## DESCRIPTION OF THE TASK
Return, without pictures, the lines from the start of the data through the one that contains "thumb ip: (581, 114)".

BEGIN SOURCE MATERIAL

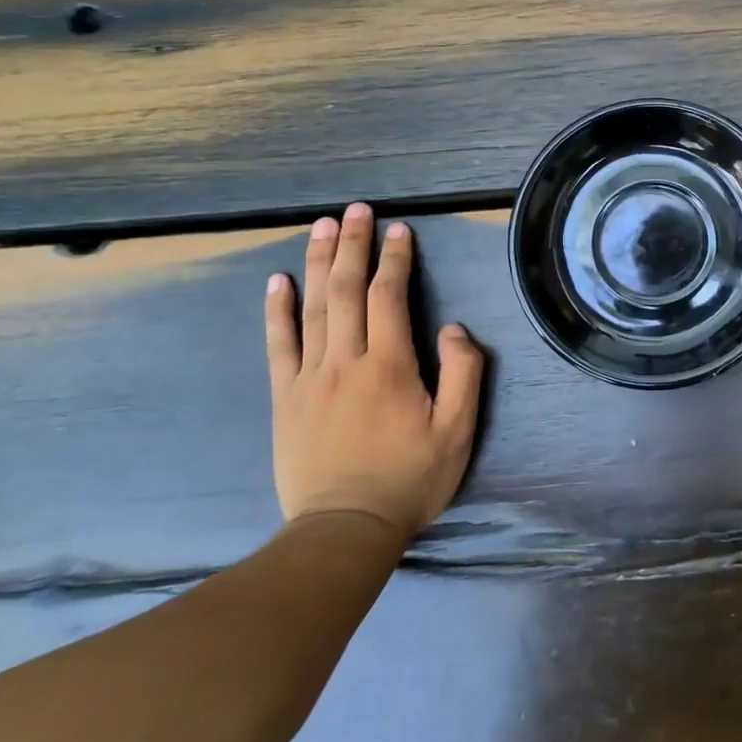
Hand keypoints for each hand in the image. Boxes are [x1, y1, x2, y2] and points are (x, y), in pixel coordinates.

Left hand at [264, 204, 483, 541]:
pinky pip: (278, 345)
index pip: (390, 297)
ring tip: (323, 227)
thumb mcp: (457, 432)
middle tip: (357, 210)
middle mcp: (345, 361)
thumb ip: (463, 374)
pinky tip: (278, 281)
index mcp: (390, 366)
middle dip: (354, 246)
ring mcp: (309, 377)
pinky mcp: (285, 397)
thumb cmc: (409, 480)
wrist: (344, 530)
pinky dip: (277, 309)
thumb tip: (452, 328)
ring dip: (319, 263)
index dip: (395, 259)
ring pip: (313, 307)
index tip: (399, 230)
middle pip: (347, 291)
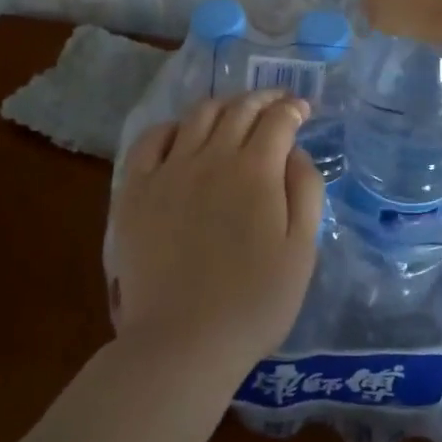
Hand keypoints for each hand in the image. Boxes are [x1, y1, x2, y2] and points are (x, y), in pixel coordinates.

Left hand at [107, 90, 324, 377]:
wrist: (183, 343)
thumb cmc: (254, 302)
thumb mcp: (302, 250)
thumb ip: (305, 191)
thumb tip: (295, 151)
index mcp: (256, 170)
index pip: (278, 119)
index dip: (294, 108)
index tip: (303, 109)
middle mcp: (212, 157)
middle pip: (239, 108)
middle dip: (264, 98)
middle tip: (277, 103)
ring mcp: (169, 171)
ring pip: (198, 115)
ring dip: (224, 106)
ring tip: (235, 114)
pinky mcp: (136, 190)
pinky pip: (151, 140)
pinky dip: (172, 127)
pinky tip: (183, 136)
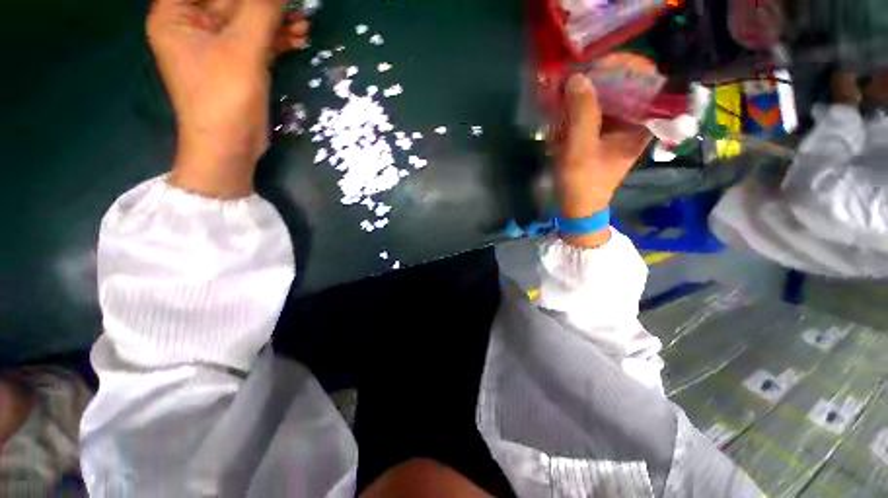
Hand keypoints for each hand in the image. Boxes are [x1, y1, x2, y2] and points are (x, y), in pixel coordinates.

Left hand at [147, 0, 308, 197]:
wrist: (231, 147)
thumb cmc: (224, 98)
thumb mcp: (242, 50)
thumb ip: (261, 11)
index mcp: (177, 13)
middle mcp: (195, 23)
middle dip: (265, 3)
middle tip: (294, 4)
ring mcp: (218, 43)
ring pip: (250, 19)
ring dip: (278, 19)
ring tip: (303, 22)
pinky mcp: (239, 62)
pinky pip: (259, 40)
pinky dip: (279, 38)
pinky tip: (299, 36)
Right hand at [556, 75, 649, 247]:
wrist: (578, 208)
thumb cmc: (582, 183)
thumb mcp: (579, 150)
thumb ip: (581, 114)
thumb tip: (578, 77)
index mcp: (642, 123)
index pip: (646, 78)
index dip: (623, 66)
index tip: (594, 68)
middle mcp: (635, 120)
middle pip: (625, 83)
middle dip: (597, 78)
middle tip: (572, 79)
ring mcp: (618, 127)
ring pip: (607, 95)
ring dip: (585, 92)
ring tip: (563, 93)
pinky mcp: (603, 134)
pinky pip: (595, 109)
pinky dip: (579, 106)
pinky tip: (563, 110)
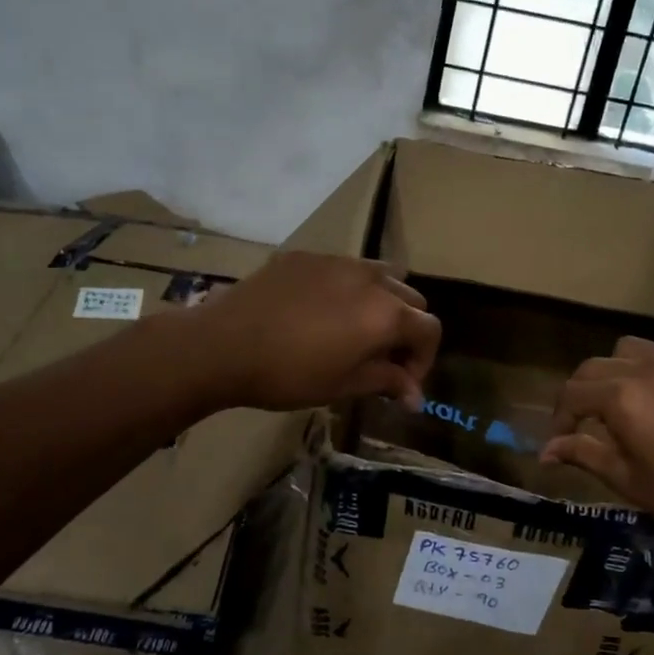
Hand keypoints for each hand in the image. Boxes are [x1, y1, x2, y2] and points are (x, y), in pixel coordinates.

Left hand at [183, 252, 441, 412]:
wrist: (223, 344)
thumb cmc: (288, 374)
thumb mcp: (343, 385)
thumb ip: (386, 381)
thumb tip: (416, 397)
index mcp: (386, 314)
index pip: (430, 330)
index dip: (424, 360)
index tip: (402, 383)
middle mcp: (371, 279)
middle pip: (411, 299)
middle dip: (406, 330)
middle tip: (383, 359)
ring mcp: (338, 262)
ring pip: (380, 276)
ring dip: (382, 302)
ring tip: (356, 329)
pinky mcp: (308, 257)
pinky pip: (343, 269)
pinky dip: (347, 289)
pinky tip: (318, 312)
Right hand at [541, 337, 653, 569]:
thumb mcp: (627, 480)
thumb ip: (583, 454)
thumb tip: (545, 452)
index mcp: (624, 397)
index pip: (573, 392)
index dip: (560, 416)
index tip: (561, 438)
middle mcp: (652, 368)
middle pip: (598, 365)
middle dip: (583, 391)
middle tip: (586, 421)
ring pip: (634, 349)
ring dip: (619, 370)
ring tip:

END SOURCE MATERIAL

## FINISHED EXERCISE
Hand keypoints for each hand in the image. Boxes are [x1, y1, x2, y2] and points are (x, y), in pixel coordinates.

Left hand at [264, 204, 483, 541]:
pinky pip: (278, 345)
index pip: (390, 297)
ring tip: (323, 227)
thumb mcp: (457, 432)
middle tip: (357, 210)
middle mcp: (345, 361)
thumb ip: (463, 374)
pinky tip: (278, 281)
index mcp: (390, 366)
middle dip: (354, 246)
ring mcp: (309, 377)
pinky mcp: (285, 397)
thumb cmc: (409, 480)
wrist: (344, 530)
pinky dip: (277, 309)
thumb tip: (452, 328)
ring dip: (319, 263)
index dip: (395, 259)
ring pip: (313, 307)
index tip: (399, 230)
middle pip: (347, 291)
Hand keypoints for each hand in the image. Boxes are [x1, y1, x2, y2] and points are (x, y), in pixel coordinates.

Left hand at [107, 90, 324, 377]:
wrist: (183, 343)
thumb cmc: (254, 302)
thumb mcp: (302, 250)
thumb ip: (305, 191)
thumb tip: (295, 151)
index mcp: (256, 170)
index pip: (278, 119)
index dip: (294, 108)
index tip: (303, 109)
middle mcp: (212, 157)
middle pip: (239, 108)
middle dip: (264, 98)
middle tip: (277, 103)
ring mcp: (169, 171)
ring pip: (198, 115)
ring dip: (224, 106)
ring tip: (235, 114)
pinky mcp: (136, 190)
pinky pip: (151, 140)
pinky dip: (172, 127)
pinky tip: (183, 136)
Hand keypoints for each hand in the image. Boxes are [x1, y1, x2, y2] and points are (x, y), in pixel coordinates.

Left hand at [147, 0, 308, 197]:
wrist: (231, 147)
thumb cmc: (224, 98)
thumb mcp: (242, 50)
thumb ip: (261, 11)
index mcp: (177, 13)
middle mcp: (195, 23)
middle dip: (265, 3)
middle tip: (294, 4)
ring mcp: (218, 43)
ring pip: (250, 19)
ring dip: (278, 19)
ring tip: (303, 22)
pinky mcp: (239, 62)
pinky pip: (259, 40)
pinky dip: (279, 38)
pinky tip: (299, 36)
Right hand at [556, 75, 649, 247]:
wrist: (578, 208)
thumb cmc: (582, 183)
thumb mcp: (579, 150)
thumb ip: (581, 114)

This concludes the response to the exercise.